[What the task asks] Exactly as they stand, write out all of the entries again.

[Material for this exercise]

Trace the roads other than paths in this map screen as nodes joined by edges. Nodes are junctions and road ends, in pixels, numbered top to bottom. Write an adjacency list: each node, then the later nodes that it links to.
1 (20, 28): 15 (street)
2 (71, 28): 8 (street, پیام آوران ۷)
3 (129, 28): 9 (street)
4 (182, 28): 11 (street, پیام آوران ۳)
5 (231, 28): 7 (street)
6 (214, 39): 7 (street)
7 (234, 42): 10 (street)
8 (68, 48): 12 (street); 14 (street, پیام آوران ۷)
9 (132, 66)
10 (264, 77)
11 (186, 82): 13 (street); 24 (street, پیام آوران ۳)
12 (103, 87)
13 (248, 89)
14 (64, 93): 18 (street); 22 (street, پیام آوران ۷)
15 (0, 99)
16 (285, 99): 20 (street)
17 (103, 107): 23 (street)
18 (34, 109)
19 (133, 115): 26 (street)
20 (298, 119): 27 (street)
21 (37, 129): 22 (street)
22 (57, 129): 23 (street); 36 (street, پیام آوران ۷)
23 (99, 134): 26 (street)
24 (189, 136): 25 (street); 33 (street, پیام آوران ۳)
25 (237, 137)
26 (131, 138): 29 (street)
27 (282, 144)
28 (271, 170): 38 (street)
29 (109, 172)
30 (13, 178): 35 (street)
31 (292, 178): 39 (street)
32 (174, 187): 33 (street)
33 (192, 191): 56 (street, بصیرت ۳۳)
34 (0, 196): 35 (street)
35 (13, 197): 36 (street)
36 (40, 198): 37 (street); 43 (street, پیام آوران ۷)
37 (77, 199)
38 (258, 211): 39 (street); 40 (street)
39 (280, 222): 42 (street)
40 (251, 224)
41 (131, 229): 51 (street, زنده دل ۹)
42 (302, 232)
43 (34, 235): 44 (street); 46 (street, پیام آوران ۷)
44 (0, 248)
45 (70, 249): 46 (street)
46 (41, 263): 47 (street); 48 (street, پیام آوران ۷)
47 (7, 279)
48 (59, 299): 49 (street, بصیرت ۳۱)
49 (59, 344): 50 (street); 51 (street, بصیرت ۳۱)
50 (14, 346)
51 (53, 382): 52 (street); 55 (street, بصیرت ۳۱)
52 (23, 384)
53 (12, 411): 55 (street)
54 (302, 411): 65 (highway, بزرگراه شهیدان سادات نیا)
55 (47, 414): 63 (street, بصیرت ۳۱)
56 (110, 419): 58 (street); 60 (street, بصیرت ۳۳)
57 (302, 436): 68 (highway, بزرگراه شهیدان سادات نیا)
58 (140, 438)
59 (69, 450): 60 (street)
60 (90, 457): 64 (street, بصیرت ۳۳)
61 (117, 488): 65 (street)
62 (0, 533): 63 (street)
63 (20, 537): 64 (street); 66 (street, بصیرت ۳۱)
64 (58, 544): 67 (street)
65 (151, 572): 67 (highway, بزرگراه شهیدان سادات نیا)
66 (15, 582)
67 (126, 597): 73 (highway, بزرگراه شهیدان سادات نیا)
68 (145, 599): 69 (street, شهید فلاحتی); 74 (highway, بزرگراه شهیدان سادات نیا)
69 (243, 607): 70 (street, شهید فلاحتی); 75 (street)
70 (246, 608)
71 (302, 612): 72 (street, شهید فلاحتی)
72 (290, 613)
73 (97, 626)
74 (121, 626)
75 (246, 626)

[Written response]
Trace the roads other than paths in this map screen as nodes joined by edges. Nodes are junctions and road ends, in pixels, numbered top to bottom. Write an adjacency list: each node, then the later nodes that it links to.
1 (20, 28): 15 (street)
2 (71, 28): 8 (street, پیام آوران ۷)
3 (129, 28): 9 (street)
4 (182, 28): 11 (street, پیام آوران ۳)
5 (231, 28): 7 (street)
6 (214, 39): 7 (street)
7 (234, 42): 10 (street)
8 (68, 48): 12 (street); 14 (street, پیام آوران ۷)
9 (132, 66)
10 (264, 77)
11 (186, 82): 13 (street); 24 (street, پیام آوران ۳)
12 (103, 87)
13 (248, 89)
14 (64, 93): 18 (street); 22 (street, پیام آوران ۷)
15 (0, 99)
16 (285, 99): 20 (street)
17 (103, 107): 23 (street)
18 (34, 109)
19 (133, 115): 26 (street)
20 (298, 119): 27 (street)
21 (37, 129): 22 (street)
22 (57, 129): 23 (street); 36 (street, پیام آوران ۷)
23 (99, 134): 26 (street)
24 (189, 136): 25 (street); 33 (street, پیام آوران ۳)
25 (237, 137)
26 (131, 138): 29 (street)
27 (282, 144)
28 (271, 170): 38 (street)
29 (109, 172)
30 (13, 178): 35 (street)
31 (292, 178): 39 (street)
32 (174, 187): 33 (street)
33 (192, 191): 56 (street, بصیرت ۳۳)
34 (0, 196): 35 (street)
35 (13, 197): 36 (street)
36 (40, 198): 37 (street); 43 (street, پیام آوران ۷)
37 (77, 199)
38 (258, 211): 39 (street); 40 (street)
39 (280, 222): 42 (street)
40 (251, 224)
41 (131, 229): 51 (street, زنده دل ۹)
42 (302, 232)
43 (34, 235): 44 (street); 46 (street, پیام آوران ۷)
44 (0, 248)
45 (70, 249): 46 (street)
46 (41, 263): 47 (street); 48 (street, پیام آوران ۷)
47 (7, 279)
48 (59, 299): 49 (street, بصیرت ۳۱)
49 (59, 344): 50 (street); 51 (street, بصیرت ۳۱)
50 (14, 346)
51 (53, 382): 52 (street); 55 (street, بصیرت ۳۱)
52 (23, 384)
53 (12, 411): 55 (street)
54 (302, 411): 65 (highway, بزرگراه شهیدان سادات نیا)
55 (47, 414): 63 (street, بصیرت ۳۱)
56 (110, 419): 58 (street); 60 (street, بصیرت ۳۳)
57 (302, 436): 68 (highway, بزرگراه شهیدان سادات نیا)
58 (140, 438)
59 (69, 450): 60 (street)
60 (90, 457): 64 (street, بصیرت ۳۳)
61 (117, 488): 65 (street)
62 (0, 533): 63 (street)
63 (20, 537): 64 (street); 66 (street, بصیرت ۳۱)
64 (58, 544): 67 (street)
65 (151, 572): 67 (highway, بزرگراه شهیدان سادات نیا)
66 (15, 582)
67 (126, 597): 73 (highway, بزرگراه شهیدان سادات نیا)
68 (145, 599): 69 (street, شهید فلاحتی); 74 (highway, بزرگراه شهیدان سادات نیا)
69 (243, 607): 70 (street, شهید فلاحتی); 75 (street)
70 (246, 608)
71 (302, 612): 72 (street, شهید فلاحتی)
72 (290, 613)
73 (97, 626)
74 (121, 626)
75 (246, 626)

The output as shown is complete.